Mas talentos desse calibre vêm com escrutínio e, como disse um executivo da liga, “Bumila tem uma bola rápida de nível de elite, vida sólida, boa extensão, mas o resto de seu mix precisa se desenvolver”.

Os rebatedores esmagadores do ensino médio em Massachusetts, onde a competição não é vista pelas mesmas lentes que os focos de beisebol no Sul ou no Oeste, só podem dizer uma coisa aos avaliadores.

O que traz a conversa de volta ao risco de recrutar armas para o ensino médio.

“Eles são tão difíceis de avaliar”, acrescentou outro técnico. “Como as coisas de Brody vão se desenvolver ao longo de uma longa temporada? Ele não vai mais lançar 100. Como sua bola rápida vai jogar a 93-94 milhas por hora?

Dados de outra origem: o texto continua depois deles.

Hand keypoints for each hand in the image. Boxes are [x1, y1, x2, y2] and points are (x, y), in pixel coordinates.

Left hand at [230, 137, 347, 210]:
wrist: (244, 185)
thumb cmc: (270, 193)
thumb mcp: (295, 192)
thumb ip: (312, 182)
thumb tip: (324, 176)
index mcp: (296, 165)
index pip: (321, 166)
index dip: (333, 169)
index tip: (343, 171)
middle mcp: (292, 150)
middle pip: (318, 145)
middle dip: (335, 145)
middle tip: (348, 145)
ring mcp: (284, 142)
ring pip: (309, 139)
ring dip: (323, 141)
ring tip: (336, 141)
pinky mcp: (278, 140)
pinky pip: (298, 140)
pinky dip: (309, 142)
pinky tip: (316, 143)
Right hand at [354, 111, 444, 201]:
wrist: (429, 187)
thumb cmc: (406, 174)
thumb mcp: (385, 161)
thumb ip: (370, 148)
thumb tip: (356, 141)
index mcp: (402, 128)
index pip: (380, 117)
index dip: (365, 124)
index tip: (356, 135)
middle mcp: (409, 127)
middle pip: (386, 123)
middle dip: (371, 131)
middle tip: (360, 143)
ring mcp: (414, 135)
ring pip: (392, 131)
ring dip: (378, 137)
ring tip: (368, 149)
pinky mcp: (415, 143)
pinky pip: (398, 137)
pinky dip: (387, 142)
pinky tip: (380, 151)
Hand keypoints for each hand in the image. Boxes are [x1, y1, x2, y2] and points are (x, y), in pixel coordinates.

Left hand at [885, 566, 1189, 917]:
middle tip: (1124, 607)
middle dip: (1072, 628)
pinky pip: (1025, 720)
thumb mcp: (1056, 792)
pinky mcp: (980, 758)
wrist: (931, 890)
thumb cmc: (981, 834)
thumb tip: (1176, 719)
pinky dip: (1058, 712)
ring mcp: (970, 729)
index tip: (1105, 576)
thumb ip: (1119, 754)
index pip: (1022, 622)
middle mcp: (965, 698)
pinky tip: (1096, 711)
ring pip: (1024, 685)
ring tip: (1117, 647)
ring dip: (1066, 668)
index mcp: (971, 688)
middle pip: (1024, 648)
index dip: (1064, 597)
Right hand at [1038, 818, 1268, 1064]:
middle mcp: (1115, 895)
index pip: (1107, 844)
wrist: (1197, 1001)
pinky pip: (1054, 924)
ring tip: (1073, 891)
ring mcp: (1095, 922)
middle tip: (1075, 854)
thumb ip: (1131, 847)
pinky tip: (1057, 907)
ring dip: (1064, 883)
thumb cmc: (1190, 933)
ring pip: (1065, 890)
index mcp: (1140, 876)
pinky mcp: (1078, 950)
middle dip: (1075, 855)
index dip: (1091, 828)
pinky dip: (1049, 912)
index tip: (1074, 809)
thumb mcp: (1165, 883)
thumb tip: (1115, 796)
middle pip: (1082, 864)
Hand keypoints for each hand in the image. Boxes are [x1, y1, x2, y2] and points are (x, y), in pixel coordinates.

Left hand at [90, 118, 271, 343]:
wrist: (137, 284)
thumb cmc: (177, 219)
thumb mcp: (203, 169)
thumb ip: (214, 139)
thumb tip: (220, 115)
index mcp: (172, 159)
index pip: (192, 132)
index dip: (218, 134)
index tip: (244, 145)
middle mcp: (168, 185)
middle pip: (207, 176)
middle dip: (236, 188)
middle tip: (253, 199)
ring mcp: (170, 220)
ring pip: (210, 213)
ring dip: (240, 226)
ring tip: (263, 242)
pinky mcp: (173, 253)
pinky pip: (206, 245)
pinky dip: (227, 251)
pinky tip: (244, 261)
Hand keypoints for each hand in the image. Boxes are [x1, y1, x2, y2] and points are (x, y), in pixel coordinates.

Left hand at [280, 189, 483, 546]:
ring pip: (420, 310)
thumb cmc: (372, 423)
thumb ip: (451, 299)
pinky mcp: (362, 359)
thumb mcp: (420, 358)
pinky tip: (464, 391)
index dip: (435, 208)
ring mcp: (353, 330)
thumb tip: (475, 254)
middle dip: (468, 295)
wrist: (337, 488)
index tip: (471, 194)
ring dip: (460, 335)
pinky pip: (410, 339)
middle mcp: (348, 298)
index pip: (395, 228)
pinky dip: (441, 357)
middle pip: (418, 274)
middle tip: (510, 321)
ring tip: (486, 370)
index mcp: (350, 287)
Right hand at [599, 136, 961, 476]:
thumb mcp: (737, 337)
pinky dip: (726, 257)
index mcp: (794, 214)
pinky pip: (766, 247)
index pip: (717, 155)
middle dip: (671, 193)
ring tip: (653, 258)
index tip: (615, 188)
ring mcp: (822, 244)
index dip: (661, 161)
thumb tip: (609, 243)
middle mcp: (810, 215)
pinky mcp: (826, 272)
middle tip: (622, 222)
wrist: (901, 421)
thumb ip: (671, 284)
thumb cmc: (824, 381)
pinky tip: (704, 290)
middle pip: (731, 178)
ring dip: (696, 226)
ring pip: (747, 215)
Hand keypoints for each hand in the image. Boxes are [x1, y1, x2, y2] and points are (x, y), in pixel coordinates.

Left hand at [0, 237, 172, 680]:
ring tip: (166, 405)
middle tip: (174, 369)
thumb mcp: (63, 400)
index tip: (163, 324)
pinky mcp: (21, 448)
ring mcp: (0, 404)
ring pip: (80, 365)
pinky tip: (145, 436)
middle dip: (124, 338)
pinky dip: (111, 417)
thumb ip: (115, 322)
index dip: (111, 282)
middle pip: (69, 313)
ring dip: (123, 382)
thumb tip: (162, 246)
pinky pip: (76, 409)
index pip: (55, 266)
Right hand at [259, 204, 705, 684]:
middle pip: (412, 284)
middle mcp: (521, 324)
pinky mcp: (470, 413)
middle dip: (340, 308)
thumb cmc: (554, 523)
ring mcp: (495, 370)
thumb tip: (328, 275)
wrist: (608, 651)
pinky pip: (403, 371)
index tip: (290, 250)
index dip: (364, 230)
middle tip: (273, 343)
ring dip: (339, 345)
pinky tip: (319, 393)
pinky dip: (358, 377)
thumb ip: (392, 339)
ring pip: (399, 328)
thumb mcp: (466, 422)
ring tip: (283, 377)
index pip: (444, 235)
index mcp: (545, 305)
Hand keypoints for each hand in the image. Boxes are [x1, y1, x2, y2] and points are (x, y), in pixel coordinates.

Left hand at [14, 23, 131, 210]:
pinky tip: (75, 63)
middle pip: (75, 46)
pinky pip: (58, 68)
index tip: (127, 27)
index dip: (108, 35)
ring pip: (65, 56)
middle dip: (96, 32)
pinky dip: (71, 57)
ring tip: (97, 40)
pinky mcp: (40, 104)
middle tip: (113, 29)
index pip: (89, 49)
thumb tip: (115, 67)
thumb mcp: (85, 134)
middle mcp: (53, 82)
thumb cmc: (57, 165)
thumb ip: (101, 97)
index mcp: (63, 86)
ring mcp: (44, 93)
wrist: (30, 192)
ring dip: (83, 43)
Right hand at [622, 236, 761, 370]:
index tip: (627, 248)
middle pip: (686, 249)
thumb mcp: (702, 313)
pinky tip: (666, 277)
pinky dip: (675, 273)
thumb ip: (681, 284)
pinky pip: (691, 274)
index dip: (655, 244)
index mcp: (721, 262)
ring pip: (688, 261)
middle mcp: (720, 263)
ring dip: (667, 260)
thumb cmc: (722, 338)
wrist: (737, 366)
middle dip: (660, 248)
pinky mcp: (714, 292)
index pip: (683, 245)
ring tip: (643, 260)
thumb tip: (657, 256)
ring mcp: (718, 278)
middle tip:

Isso é uma coisa muito difícil de projetar.”

“Potencialmente o próximo Randy Johnson ou Chris Sale”

Rich Hill, natural de Massachusetts que construiu uma carreira de 21 anos na liga principal, acredita que o futuro de Bumila pode depender menos de seu talento e mais da organização encarregada de desenvolvê-lo.

“Acho que é a progressão certa poder colocá-lo com o treinador certo, porque o que está por vir é realmente um desafio de altos e baixos, e ser capaz de lidar com isso é importante. Também acho que ele precisa desenvolver um segundo arremesso. Mas, novamente, é uma questão de treinamento.”

Bumila entende as avaliações. Ele também tem uma compreensão firme do progresso que fez para chegar aqui.

“No segundo ano, passei de 85 para 96 ​​milhas por hora”, disse ele. “Ganhei cerca de 40 quilos.”

O crescimento não foi linear.

Bumila passou por uma cinta interna no cotovelo, que lhe custou toda a temporada de juniores. Ele voltou nesta primavera, jogando com mais força do que nunca e atraindo multidões de mais de 50 olheiros para quase todas as partidas.

Sua habilidade atlética também não se limita ao campo de beisebol.

Neste inverno, Bumila ajudou a levar o time de basquete do Bispo Feehan ao primeiro campeonato estadual da história do programa, terminando na disputa do título com 36 pontos e 22 rebotes. A atuação apenas reforçou o que os olheiros já acreditavam: o imponente canhoto ainda está longe de ser um produto acabado.

“Não sou diretor de escotismo”, disse Breen. “Mas se você tiver a oportunidade de recrutar o próximo Randy Johnson ou Chris Sale e um garoto de Massachusetts, em vez de recrutar o shortstop da Califórnia pelo décimo ano consecutivo, tenho dificuldade em acreditar que você não gostaria de apostar sua fazenda nesse garoto.”

Bumila e Bishop Feehan abrirão o torneio estadual no domingo, na esperança de adicionar um campeonato de beisebol à estante de troféus.

Desta vez ele está com a bola na mão. O resto de sua história ainda está sendo escrito.